_PROMPT_
The answer must consist of every line from the entries that holds the word "connect".

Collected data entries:

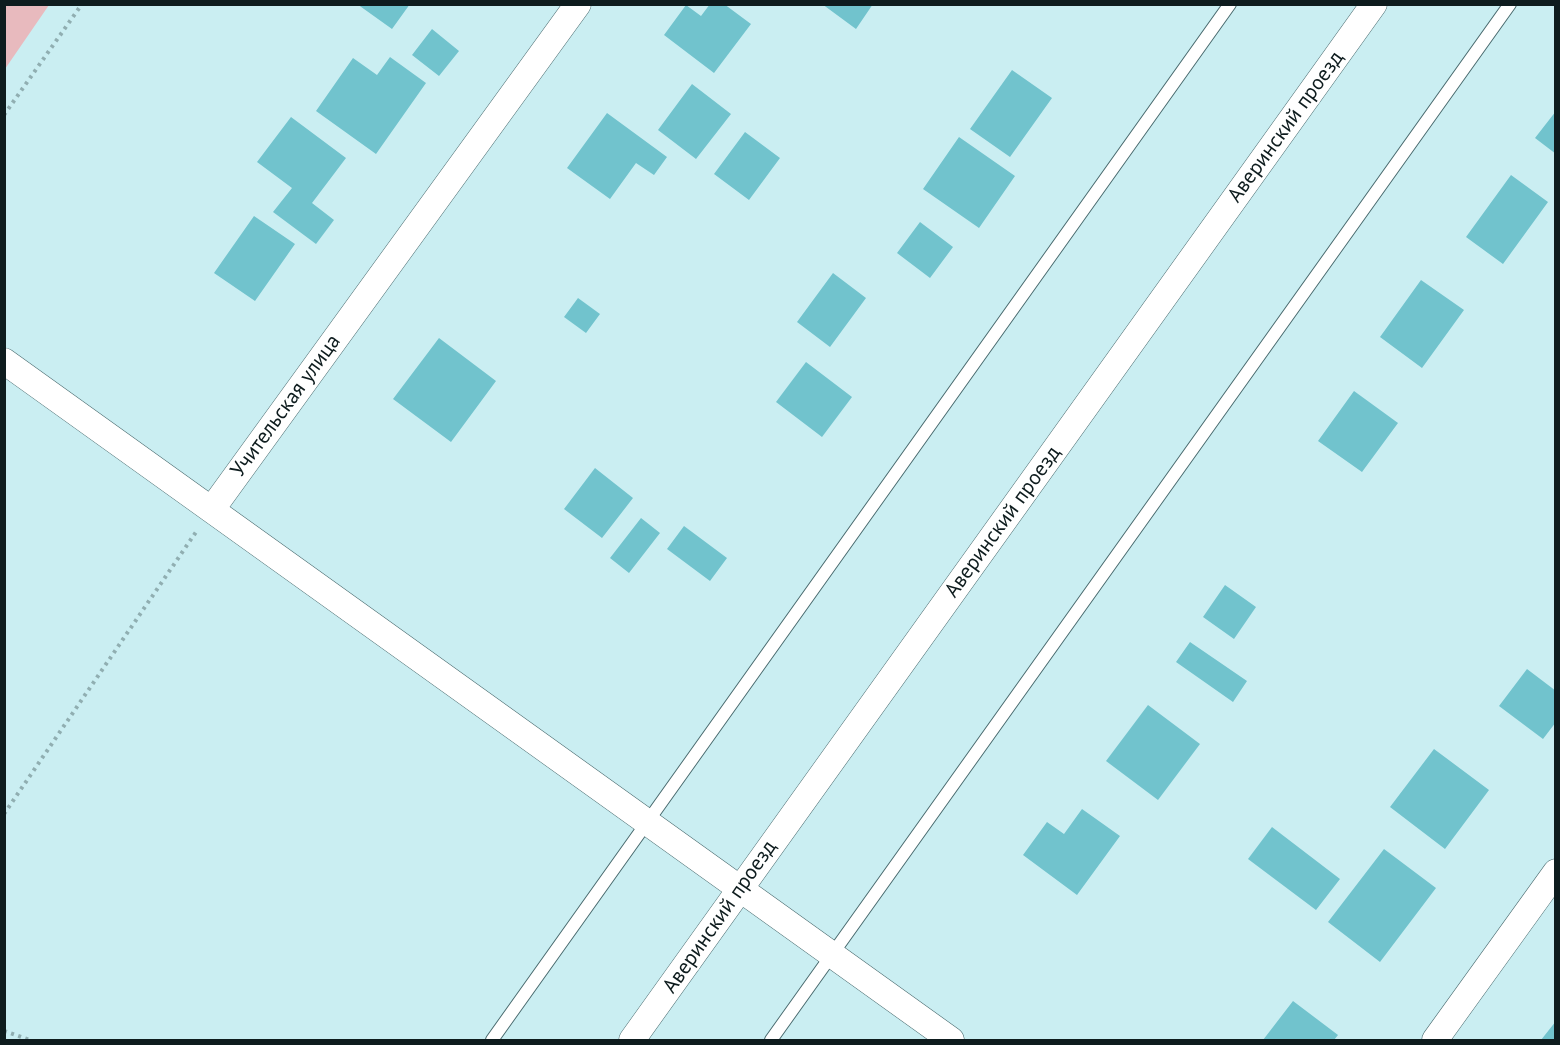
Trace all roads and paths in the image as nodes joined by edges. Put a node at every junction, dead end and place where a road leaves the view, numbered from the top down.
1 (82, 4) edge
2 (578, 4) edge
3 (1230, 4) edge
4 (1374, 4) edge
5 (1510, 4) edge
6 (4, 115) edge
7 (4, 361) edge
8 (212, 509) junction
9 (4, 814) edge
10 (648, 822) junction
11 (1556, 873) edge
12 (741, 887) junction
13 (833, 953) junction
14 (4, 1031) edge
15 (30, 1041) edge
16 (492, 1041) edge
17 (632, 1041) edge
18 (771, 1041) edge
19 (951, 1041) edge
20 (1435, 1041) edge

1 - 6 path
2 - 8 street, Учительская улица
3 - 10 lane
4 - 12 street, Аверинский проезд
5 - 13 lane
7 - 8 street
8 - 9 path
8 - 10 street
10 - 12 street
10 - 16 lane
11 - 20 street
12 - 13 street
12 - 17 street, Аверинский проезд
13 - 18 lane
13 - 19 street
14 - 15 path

--

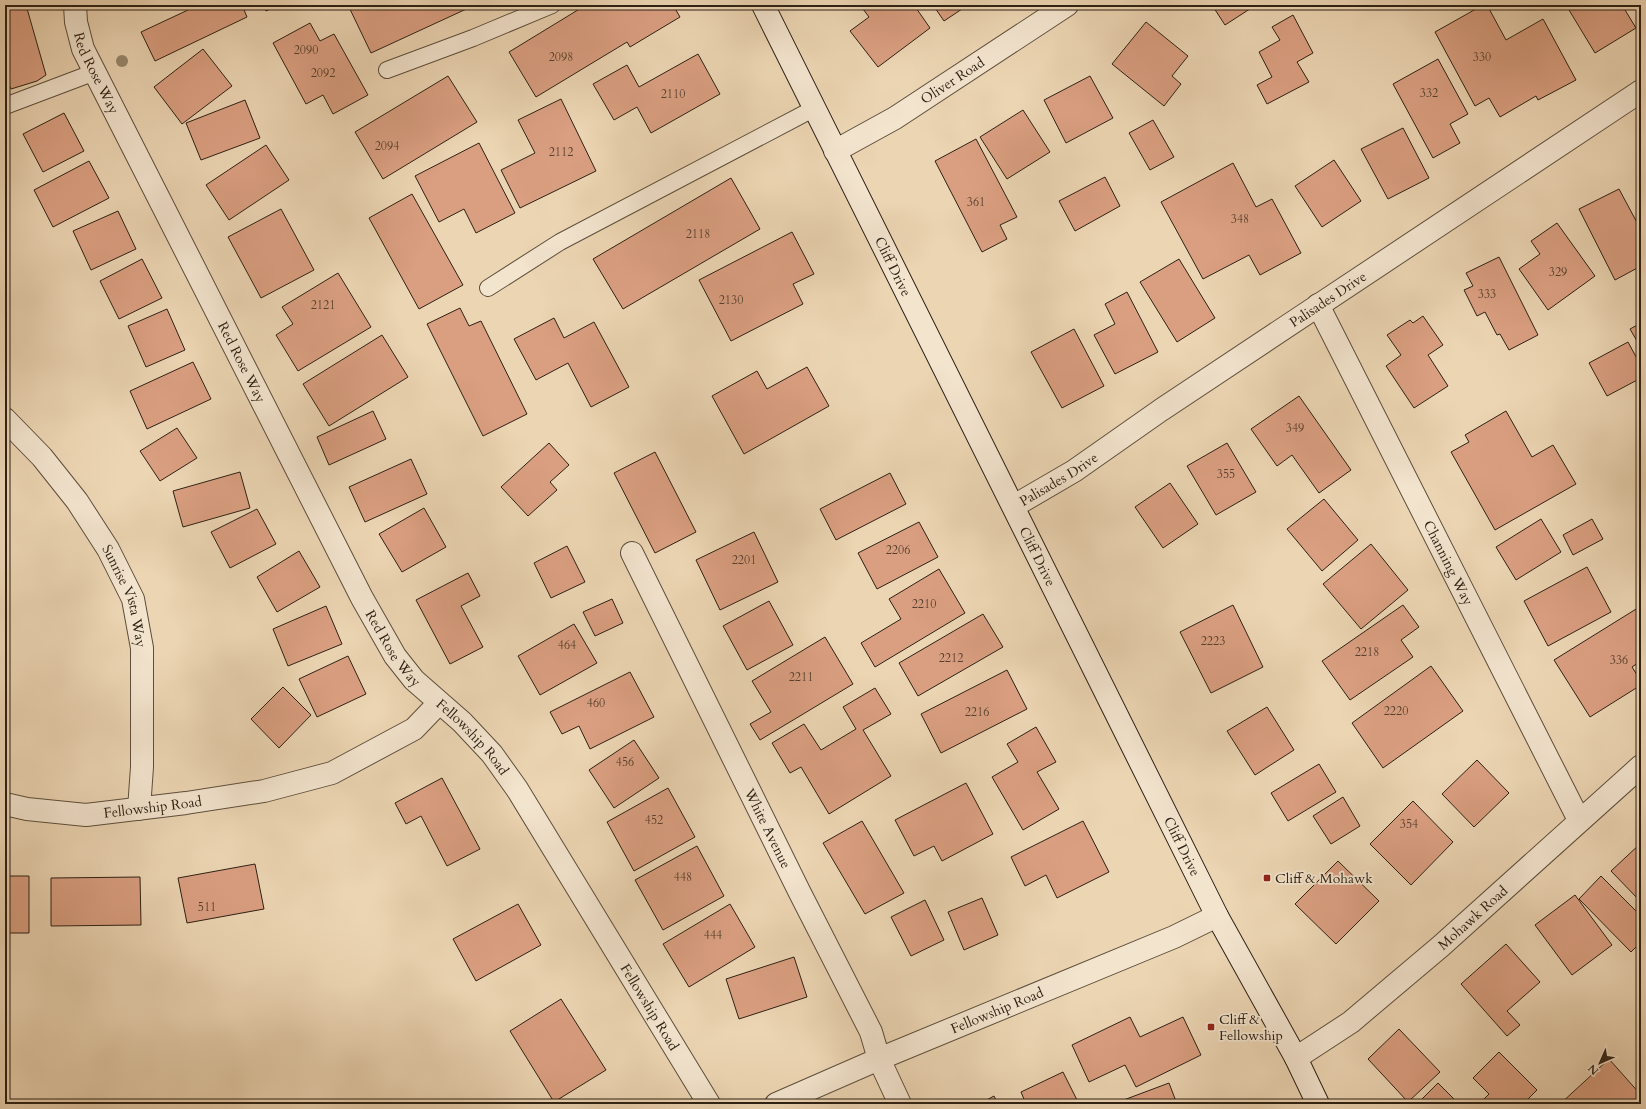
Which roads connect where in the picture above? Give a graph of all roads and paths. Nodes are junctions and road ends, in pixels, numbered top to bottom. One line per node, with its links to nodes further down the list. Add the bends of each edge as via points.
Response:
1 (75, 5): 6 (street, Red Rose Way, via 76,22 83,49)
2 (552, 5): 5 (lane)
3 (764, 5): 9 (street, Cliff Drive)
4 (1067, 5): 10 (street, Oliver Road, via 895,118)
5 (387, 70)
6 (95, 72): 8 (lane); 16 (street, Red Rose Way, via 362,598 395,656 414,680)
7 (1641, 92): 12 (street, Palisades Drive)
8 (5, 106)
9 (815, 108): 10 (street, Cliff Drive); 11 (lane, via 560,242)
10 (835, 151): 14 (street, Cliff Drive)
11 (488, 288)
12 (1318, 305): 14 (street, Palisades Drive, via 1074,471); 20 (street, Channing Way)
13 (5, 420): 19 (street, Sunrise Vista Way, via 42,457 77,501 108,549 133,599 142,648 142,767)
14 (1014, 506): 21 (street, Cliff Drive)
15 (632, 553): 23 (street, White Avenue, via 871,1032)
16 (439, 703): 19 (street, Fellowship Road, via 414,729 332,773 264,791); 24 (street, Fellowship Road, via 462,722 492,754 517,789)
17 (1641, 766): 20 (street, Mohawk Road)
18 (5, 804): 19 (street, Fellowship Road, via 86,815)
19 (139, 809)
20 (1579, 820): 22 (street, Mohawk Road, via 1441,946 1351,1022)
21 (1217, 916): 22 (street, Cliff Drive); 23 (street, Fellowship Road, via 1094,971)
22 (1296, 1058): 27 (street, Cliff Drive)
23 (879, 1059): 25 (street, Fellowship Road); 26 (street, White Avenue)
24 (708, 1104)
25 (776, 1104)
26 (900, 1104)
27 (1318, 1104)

...

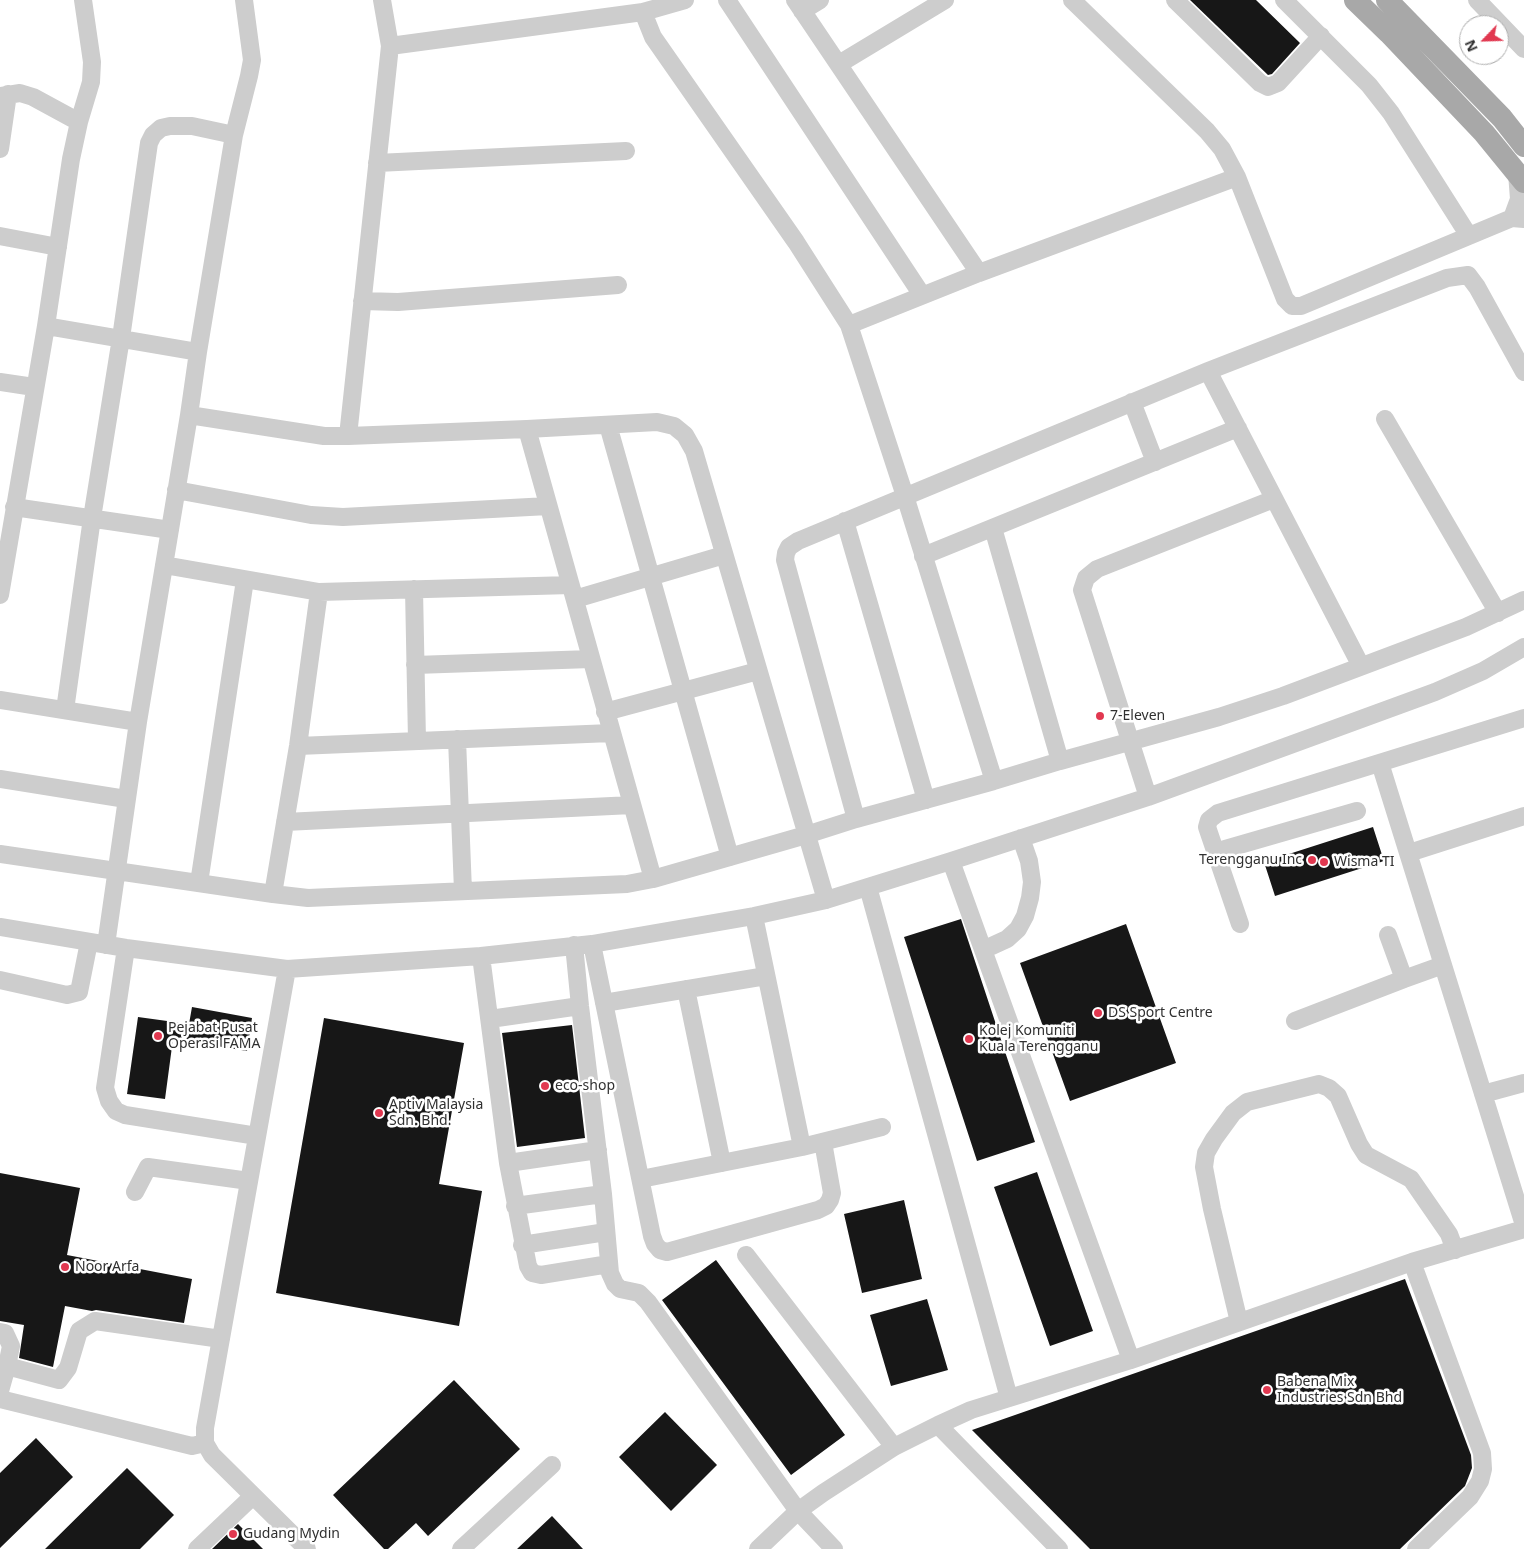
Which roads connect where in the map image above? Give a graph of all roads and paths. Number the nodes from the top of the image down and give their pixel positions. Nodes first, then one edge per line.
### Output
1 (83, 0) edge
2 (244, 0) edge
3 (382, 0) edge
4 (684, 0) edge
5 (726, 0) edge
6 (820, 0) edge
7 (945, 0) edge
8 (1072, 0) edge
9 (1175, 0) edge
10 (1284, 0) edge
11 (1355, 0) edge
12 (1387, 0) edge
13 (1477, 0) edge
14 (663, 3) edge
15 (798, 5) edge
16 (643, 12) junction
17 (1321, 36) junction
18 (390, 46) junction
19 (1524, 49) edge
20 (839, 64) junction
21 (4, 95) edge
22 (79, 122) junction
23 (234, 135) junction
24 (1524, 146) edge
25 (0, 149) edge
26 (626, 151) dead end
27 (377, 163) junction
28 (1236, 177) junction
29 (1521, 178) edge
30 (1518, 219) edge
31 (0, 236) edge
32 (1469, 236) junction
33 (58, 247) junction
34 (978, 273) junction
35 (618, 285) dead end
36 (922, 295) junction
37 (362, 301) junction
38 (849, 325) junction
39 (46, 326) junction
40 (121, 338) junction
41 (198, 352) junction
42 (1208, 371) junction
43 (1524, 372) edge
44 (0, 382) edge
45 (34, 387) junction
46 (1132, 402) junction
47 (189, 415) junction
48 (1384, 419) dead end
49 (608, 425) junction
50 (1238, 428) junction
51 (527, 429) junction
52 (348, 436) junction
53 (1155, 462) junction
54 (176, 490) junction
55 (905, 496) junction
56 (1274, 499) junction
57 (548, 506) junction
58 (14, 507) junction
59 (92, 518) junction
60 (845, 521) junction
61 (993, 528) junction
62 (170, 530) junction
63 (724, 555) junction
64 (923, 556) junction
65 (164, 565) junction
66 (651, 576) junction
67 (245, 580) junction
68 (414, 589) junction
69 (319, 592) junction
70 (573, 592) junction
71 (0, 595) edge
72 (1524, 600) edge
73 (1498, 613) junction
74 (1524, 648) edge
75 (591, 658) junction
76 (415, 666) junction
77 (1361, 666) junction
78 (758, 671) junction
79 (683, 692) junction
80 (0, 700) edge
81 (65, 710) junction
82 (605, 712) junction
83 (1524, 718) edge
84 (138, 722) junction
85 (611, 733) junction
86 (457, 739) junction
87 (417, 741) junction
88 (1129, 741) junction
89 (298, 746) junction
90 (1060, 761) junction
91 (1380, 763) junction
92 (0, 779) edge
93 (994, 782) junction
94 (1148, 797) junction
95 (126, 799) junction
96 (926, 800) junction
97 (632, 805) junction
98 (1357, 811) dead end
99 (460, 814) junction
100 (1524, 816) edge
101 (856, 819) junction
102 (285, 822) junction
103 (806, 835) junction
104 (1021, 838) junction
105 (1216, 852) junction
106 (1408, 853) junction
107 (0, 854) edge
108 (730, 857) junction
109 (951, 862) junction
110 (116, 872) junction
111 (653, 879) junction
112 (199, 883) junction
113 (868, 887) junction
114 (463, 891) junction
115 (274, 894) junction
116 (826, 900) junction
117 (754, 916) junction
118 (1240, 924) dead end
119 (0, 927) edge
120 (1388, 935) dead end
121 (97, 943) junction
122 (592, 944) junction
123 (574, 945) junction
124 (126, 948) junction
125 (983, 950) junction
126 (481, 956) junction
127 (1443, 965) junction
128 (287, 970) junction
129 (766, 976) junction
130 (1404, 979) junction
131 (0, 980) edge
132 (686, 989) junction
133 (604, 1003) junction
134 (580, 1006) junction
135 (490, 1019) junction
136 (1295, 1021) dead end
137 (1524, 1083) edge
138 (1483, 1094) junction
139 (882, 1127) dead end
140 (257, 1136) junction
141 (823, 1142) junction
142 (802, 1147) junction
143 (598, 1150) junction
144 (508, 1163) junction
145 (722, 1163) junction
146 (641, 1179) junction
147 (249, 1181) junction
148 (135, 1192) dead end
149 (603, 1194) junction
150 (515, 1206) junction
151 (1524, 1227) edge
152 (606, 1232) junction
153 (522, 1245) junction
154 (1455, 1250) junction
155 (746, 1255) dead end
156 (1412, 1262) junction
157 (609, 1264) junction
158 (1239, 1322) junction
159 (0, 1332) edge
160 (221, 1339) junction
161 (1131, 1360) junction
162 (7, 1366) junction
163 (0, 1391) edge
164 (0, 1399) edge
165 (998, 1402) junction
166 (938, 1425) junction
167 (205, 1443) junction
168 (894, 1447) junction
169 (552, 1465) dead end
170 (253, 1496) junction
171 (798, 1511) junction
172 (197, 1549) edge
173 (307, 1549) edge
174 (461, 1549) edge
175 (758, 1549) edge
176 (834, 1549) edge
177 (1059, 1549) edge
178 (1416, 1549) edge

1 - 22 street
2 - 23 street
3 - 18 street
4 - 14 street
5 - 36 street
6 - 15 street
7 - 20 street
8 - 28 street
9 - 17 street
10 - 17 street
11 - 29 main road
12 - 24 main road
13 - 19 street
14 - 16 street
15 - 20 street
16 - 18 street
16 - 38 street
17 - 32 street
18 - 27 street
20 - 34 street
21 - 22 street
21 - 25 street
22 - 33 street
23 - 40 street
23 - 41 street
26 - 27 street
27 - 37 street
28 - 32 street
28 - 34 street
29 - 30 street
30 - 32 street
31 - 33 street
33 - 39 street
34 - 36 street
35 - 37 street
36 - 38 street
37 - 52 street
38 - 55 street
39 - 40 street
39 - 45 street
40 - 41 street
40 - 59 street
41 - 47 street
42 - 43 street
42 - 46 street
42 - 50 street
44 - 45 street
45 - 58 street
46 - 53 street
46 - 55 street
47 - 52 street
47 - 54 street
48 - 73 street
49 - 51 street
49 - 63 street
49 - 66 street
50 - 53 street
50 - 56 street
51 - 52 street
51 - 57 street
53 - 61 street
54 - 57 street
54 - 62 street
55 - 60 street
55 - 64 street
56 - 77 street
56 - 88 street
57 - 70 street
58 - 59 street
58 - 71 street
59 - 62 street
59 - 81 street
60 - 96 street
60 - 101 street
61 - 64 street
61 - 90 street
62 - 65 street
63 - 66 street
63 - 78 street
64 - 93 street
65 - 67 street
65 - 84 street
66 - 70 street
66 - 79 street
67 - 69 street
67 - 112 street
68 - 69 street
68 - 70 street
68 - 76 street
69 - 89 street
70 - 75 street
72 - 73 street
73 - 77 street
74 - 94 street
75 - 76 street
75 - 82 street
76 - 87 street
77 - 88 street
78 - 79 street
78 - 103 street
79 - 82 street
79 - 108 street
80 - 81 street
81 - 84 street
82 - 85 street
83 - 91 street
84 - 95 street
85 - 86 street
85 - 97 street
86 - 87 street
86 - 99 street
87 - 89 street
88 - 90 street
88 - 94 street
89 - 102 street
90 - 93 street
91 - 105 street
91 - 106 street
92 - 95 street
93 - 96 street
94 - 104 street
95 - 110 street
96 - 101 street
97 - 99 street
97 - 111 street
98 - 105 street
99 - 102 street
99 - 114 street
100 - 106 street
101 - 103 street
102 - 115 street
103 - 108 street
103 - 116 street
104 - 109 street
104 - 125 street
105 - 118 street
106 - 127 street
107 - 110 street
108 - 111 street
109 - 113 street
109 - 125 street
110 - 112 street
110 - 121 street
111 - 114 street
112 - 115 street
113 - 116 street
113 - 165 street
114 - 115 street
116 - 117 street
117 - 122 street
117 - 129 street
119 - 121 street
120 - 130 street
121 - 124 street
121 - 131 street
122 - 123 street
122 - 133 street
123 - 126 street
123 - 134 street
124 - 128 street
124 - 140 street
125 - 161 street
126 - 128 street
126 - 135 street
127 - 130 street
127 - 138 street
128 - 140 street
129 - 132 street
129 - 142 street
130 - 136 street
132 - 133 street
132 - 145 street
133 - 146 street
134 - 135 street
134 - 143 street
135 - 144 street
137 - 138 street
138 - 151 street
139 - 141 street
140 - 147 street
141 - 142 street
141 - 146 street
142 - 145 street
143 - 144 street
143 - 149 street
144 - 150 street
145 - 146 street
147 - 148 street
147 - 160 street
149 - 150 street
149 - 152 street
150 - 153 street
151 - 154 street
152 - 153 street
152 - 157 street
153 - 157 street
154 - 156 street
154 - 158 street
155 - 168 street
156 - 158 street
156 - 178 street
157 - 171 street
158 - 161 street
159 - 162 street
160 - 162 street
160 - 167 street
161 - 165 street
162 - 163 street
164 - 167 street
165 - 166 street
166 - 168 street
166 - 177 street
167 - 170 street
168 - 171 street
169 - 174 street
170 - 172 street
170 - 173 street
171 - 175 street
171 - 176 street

_OUTPUT FOR THIS TASK_
Which roads connect where in the picture above? Give a graph of all roads and paths. Nodes are junctions and road ends, in pixels, numbered top to bottom. One line per node, with its links to nodes further down the list. Add the bends of each edge as via points.
Which roads connect where in the map image above? Give a graph of all roads and paths. Number the nodes from the top of the image down and give their pixel positions. Nodes first, then one edge per line.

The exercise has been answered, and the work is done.